Stored items

-----

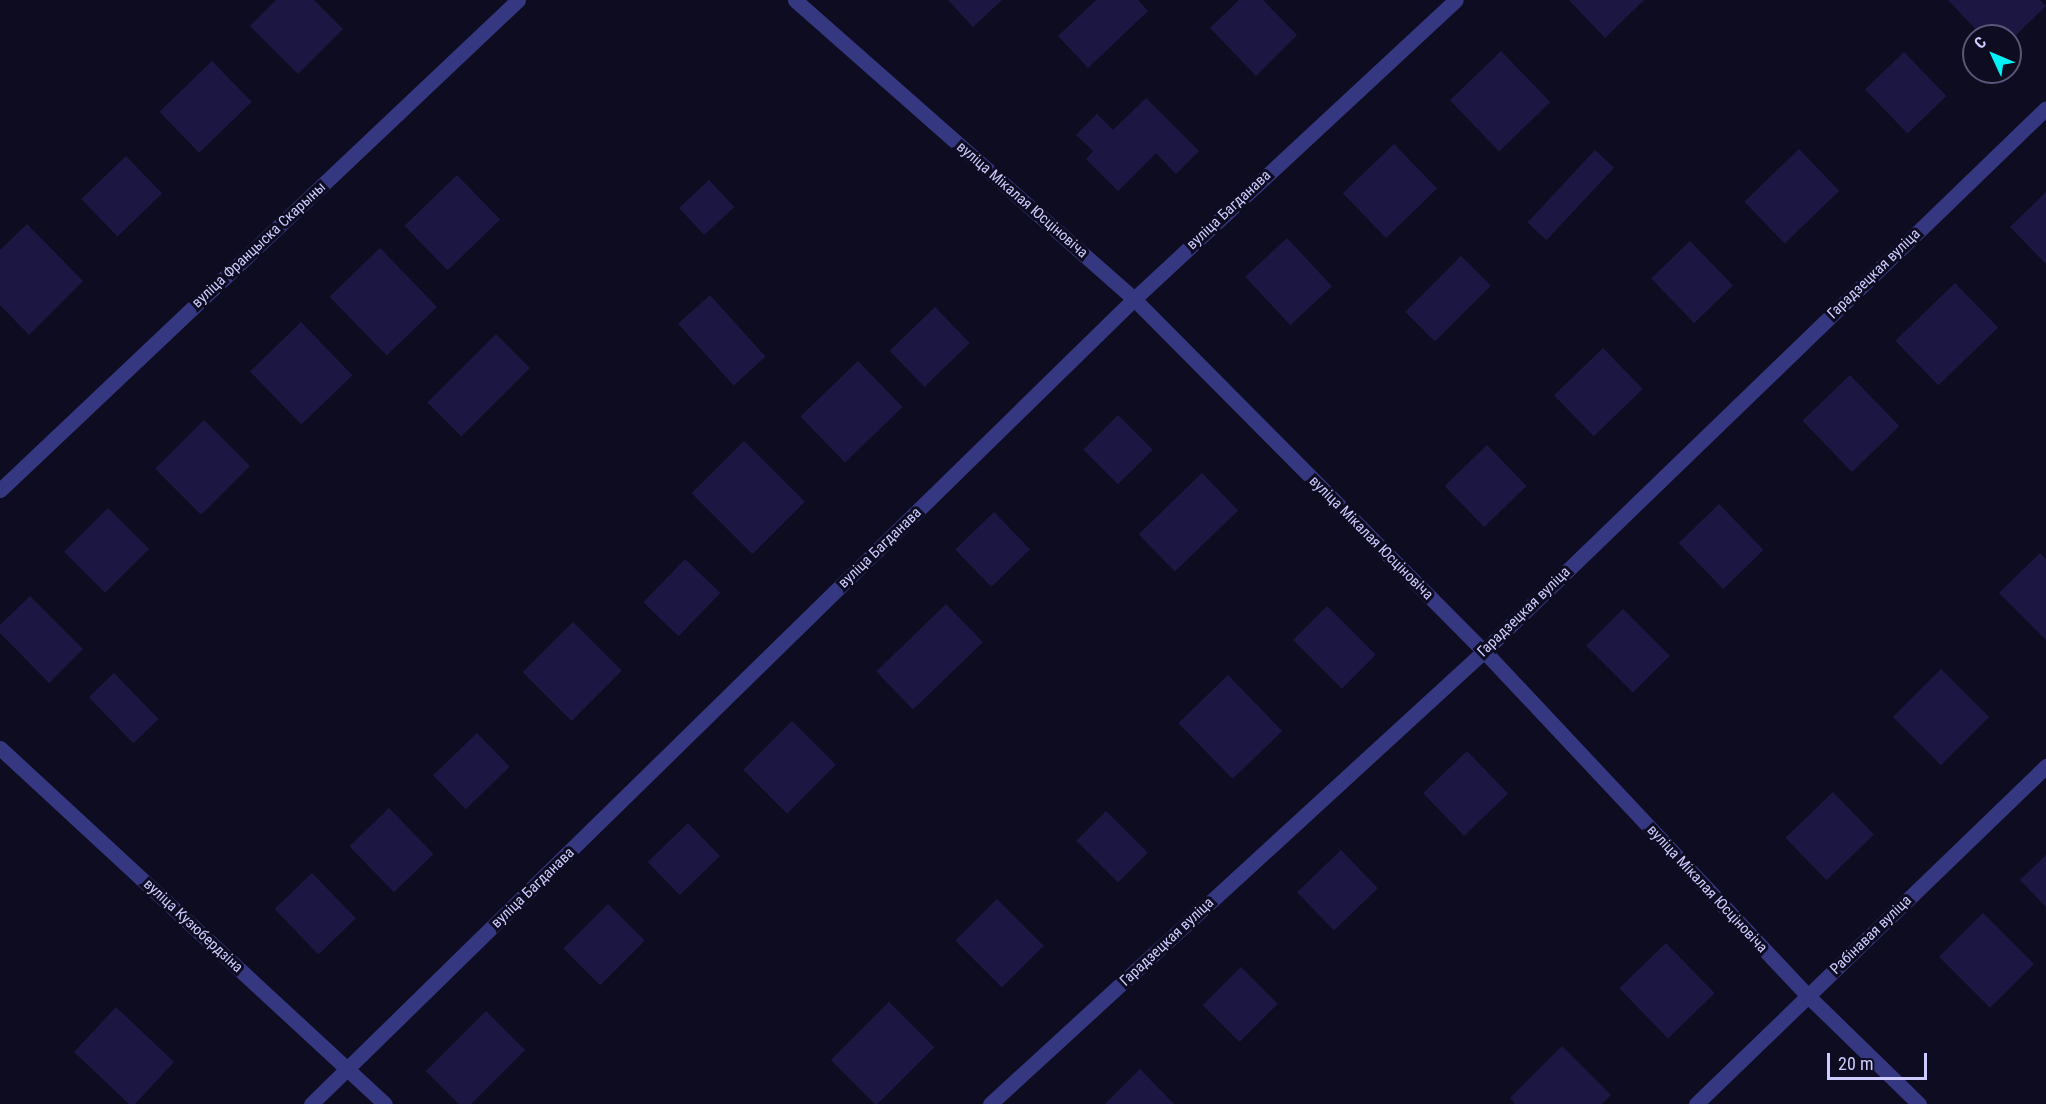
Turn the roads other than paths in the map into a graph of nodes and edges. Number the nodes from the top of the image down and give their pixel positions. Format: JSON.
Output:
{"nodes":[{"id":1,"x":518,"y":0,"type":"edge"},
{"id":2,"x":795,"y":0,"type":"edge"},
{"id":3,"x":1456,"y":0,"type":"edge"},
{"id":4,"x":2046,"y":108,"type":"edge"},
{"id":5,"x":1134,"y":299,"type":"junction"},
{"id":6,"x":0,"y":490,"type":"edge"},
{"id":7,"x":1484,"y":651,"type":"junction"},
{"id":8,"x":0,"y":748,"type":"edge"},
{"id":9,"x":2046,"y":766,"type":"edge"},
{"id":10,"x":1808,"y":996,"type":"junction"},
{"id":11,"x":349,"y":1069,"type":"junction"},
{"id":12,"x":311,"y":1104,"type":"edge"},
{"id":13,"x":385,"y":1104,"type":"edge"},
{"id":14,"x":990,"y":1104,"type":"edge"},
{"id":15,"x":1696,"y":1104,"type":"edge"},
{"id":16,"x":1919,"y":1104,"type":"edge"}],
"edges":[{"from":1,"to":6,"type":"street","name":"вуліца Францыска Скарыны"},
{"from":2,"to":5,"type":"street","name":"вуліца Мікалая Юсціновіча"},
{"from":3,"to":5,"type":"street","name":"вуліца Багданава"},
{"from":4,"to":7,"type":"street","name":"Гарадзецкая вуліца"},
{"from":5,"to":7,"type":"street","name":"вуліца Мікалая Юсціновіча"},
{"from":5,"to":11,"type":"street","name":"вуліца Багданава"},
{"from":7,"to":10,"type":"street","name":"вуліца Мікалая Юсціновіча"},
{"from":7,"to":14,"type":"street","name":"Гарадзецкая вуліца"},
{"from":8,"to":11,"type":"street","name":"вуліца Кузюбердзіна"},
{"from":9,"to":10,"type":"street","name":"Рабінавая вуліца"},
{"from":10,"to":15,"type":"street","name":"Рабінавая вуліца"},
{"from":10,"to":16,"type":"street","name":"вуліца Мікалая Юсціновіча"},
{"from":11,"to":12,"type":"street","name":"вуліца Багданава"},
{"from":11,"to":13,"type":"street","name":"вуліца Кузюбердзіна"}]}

-----

# The task
Find the lines above with the word "edges". Copy them out.

# Written answer
Turn the roads other than paths in the map into a graph of nodes and edges. Number the nodes from the top of the image down and give their pixel positions. Format: JSON.
"edges":[{"from":1,"to":6,"type":"street","name":"вуліца Францыска Скарыны"},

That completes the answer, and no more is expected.